Search term "edges": please show all lines in the listing that contain it.

The records:
•••••

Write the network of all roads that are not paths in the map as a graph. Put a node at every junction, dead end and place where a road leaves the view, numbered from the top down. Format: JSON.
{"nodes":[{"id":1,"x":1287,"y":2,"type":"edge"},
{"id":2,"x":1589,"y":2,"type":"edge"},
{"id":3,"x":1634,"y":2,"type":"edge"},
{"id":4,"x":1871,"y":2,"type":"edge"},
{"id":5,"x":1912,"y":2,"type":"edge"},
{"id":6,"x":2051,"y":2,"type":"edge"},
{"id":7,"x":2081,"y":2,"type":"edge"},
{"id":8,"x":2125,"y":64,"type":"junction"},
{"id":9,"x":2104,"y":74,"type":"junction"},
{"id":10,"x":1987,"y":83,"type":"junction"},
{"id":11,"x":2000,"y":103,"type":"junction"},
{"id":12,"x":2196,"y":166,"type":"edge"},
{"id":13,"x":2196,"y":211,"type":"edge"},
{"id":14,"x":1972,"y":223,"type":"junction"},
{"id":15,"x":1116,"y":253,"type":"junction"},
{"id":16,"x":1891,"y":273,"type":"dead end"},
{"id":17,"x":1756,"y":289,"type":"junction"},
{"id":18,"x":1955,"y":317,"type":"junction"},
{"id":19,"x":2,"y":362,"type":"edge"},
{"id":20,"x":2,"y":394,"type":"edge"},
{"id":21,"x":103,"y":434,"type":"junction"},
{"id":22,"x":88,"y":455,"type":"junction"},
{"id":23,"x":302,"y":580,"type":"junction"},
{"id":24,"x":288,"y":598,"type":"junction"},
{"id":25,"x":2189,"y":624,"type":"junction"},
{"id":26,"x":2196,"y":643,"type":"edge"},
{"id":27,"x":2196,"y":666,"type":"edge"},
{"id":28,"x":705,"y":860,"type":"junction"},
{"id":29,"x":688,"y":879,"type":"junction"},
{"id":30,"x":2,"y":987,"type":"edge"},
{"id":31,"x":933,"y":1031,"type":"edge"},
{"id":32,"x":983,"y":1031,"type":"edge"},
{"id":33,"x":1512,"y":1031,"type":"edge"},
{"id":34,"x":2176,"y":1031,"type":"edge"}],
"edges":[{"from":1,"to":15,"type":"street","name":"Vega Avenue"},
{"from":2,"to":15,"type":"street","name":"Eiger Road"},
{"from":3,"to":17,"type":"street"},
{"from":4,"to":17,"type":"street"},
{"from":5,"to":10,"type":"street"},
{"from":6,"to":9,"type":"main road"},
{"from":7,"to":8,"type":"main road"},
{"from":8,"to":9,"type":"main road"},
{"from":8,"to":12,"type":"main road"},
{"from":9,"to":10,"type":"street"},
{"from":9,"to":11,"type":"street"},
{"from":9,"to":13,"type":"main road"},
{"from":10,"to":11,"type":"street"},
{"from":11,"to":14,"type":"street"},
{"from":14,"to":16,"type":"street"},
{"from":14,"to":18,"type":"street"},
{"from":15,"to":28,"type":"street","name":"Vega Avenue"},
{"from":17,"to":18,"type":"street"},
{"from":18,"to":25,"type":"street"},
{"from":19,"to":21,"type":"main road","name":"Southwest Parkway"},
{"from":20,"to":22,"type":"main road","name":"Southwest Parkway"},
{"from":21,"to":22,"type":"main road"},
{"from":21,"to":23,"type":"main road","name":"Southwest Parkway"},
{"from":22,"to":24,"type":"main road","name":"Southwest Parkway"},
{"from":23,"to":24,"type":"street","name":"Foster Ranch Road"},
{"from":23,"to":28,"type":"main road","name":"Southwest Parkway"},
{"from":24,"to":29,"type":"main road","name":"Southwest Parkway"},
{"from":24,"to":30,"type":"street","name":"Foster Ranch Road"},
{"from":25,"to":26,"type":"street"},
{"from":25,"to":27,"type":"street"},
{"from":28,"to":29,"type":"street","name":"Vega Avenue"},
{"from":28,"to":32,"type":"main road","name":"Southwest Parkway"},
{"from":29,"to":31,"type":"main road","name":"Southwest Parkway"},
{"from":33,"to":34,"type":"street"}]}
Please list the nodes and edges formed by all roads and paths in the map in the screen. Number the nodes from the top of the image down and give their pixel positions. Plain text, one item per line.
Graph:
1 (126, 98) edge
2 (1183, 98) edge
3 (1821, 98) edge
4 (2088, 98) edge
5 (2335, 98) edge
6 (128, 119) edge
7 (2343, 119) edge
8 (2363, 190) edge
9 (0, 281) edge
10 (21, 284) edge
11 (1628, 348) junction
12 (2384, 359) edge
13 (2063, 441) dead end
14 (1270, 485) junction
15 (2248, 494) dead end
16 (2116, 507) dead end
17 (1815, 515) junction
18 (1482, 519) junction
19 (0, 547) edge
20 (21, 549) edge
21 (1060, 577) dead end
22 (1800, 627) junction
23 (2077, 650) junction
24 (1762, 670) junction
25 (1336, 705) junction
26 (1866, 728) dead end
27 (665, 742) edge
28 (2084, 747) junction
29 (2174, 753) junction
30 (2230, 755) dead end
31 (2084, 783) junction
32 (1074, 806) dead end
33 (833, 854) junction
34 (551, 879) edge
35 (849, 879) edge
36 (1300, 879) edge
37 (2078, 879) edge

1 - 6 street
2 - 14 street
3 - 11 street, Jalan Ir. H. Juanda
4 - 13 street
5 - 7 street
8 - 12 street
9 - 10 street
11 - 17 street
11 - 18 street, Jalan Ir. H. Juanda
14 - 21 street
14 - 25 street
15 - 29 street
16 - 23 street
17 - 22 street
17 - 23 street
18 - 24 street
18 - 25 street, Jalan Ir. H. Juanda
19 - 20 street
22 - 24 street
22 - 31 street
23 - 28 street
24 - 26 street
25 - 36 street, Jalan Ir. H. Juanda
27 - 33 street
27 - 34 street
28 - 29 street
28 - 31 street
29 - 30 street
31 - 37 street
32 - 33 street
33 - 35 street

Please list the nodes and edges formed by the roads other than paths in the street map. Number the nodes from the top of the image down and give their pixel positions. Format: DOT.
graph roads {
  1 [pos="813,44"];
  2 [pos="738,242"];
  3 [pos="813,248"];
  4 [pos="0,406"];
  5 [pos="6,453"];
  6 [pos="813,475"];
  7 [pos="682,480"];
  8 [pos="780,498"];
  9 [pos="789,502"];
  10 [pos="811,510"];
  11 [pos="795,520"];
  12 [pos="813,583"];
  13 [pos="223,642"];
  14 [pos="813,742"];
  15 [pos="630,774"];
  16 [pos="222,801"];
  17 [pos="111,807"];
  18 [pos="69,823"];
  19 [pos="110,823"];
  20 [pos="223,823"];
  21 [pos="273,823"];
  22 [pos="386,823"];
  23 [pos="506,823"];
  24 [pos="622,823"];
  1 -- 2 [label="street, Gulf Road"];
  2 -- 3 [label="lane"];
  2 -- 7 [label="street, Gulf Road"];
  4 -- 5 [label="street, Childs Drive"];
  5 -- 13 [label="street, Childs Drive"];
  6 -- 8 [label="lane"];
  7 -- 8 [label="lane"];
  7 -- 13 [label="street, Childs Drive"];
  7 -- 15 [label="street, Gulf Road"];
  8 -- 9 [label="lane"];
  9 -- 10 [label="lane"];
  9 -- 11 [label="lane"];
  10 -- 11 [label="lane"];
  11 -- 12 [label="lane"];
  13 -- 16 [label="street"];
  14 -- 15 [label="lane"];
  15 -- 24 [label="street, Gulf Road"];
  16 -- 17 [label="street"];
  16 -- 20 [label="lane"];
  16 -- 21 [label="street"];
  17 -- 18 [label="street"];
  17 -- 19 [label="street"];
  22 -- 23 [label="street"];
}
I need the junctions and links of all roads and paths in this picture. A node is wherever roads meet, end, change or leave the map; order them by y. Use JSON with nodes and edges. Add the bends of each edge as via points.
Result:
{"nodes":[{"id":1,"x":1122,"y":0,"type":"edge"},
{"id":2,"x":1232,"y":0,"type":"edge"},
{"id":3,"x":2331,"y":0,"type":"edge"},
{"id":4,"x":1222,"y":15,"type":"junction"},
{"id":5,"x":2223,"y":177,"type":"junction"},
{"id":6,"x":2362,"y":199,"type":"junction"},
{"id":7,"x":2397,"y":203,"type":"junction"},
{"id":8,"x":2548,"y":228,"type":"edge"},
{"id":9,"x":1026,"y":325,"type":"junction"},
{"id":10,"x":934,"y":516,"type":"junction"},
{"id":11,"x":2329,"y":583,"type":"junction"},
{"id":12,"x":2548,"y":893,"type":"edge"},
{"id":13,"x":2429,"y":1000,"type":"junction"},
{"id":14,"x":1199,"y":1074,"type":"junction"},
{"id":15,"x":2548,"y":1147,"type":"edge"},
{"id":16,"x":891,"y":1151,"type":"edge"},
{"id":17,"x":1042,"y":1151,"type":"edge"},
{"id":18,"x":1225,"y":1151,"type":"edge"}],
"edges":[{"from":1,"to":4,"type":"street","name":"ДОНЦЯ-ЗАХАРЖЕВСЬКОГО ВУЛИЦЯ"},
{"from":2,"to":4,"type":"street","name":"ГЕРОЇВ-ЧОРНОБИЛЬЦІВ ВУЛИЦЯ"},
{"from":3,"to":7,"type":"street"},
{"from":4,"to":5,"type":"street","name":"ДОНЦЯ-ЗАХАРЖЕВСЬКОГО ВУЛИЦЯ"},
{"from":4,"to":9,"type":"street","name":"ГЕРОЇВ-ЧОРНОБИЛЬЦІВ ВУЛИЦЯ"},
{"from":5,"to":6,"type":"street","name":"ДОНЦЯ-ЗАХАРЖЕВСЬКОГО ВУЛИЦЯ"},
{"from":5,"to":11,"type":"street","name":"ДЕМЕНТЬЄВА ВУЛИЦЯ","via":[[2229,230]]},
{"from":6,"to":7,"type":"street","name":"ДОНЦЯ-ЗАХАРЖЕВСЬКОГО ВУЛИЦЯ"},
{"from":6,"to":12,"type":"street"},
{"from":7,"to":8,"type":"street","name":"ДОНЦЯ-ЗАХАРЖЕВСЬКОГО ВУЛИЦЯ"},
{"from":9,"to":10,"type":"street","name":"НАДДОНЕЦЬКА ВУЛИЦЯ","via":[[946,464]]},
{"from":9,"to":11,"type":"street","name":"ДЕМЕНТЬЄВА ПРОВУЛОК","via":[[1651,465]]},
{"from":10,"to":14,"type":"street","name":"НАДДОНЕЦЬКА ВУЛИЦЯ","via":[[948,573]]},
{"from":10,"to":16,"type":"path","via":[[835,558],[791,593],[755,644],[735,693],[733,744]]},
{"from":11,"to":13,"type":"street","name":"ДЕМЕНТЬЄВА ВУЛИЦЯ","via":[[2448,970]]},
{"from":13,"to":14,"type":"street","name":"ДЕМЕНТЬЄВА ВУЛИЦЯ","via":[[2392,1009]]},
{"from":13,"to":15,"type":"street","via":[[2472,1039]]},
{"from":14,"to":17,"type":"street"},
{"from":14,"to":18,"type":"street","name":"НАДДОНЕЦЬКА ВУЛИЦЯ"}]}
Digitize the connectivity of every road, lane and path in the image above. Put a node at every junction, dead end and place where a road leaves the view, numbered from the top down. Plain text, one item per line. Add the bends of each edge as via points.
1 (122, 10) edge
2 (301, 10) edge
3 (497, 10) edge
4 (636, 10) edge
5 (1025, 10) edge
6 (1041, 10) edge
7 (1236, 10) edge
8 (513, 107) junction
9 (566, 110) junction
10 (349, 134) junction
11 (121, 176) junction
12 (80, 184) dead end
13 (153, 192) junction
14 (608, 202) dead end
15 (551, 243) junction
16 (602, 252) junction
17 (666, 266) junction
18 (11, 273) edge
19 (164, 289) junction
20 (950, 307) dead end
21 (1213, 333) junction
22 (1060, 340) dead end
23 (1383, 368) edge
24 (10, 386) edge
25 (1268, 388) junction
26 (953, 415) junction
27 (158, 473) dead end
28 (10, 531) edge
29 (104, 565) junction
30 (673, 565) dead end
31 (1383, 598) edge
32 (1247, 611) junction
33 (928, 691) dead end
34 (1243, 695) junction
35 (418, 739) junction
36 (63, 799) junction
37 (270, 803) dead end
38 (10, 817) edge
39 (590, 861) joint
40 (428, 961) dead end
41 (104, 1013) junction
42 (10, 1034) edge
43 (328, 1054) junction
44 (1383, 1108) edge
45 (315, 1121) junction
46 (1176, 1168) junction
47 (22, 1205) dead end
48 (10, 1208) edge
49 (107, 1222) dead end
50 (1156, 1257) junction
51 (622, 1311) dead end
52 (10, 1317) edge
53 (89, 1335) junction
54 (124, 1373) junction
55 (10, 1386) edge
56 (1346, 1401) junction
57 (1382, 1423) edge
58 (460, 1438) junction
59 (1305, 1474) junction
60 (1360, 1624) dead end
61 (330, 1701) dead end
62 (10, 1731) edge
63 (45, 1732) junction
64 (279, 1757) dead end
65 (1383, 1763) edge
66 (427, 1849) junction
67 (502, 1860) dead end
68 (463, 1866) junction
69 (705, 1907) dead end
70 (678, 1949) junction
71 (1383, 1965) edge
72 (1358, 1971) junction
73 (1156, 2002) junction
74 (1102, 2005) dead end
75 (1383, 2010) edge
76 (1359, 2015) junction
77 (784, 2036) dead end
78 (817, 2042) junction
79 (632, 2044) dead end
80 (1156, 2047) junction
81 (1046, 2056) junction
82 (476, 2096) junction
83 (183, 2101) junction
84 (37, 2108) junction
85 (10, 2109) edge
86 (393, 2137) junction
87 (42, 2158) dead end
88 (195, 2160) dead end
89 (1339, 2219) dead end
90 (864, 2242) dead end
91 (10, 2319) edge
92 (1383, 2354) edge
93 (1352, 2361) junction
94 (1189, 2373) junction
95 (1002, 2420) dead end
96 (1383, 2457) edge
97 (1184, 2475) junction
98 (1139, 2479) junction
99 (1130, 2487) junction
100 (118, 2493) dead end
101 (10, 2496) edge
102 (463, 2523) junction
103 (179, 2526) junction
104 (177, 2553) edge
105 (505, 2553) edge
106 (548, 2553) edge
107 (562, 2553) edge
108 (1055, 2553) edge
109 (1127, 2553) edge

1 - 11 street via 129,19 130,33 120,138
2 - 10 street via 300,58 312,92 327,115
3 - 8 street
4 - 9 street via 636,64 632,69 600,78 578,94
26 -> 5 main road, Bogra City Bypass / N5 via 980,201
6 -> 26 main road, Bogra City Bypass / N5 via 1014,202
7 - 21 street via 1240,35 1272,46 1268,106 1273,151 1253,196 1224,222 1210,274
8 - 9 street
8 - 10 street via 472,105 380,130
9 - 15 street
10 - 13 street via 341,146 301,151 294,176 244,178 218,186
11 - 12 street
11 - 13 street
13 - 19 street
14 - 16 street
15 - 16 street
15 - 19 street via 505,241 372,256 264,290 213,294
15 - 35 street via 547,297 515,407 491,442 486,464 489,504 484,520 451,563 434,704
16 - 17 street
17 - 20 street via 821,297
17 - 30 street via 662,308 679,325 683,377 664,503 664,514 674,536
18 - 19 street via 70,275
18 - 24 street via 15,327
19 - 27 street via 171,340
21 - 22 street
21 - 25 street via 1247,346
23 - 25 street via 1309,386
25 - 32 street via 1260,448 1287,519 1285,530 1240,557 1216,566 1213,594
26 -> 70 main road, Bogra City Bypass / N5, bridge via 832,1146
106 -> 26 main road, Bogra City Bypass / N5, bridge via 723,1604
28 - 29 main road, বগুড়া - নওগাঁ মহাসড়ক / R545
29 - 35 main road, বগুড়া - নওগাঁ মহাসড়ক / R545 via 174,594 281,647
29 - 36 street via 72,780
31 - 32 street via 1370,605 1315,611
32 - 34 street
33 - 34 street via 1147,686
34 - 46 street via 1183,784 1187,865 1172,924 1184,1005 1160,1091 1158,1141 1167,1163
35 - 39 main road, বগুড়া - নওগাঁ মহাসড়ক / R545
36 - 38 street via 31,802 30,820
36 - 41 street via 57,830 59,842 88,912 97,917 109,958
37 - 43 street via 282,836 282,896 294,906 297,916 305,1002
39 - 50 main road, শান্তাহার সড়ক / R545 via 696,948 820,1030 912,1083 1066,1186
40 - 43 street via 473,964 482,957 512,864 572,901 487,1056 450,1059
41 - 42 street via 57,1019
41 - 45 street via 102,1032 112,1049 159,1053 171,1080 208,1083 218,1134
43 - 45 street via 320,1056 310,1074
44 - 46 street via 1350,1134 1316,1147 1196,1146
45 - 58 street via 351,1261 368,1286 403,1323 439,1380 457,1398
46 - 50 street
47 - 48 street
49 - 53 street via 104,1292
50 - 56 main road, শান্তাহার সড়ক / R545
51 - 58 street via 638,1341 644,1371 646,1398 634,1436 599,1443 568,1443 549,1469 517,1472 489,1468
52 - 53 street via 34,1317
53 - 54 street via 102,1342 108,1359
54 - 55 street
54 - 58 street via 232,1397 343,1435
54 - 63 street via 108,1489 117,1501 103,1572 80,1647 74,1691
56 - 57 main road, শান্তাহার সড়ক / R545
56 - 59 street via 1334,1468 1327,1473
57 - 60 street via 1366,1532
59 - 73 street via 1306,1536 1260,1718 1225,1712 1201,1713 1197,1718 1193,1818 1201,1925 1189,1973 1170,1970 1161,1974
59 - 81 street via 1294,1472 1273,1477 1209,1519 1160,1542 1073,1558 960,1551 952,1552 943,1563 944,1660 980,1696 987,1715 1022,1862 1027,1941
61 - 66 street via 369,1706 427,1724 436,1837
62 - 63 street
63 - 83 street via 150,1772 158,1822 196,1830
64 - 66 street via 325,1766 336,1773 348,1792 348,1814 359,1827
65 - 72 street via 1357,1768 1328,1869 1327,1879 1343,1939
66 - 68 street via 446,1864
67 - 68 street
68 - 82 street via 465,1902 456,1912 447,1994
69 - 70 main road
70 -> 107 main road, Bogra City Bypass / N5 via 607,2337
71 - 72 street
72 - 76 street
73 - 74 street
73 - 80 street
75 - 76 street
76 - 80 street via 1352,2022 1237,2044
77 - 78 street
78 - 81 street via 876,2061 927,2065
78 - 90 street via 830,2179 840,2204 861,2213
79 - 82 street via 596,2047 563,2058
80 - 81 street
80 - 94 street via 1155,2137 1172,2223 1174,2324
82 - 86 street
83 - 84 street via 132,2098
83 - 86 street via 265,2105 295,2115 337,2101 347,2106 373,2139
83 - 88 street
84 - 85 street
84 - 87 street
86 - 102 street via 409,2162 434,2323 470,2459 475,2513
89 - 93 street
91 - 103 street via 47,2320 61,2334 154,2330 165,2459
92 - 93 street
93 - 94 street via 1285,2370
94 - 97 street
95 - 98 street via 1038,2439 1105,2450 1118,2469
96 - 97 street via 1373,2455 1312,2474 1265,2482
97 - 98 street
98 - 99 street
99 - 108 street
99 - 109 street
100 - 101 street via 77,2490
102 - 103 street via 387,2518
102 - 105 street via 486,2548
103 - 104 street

•••••

Response area:
"edges":[{"from":1,"to":15,"type":"street","name":"Vega Avenue"},
Please list the nodes and edges formed by all roads and paths in the map in the screen. Number the nodes from the top of the image down and give their pixel positions. Plain text, one item per line.
Please list the nodes and edges formed by the roads other than paths in the street map. Number the nodes from the top of the image down and give their pixel positions. Format: DOT.
I need the junctions and links of all roads and paths in this picture. A node is wherever roads meet, end, change or leave the map; order them by y. Use JSON with nodes and edges. Add the bends of each edge as via points.
"edges":[{"from":1,"to":4,"type":"street","name":"ДОНЦЯ-ЗАХАРЖЕВСЬКОГО ВУЛИЦЯ"},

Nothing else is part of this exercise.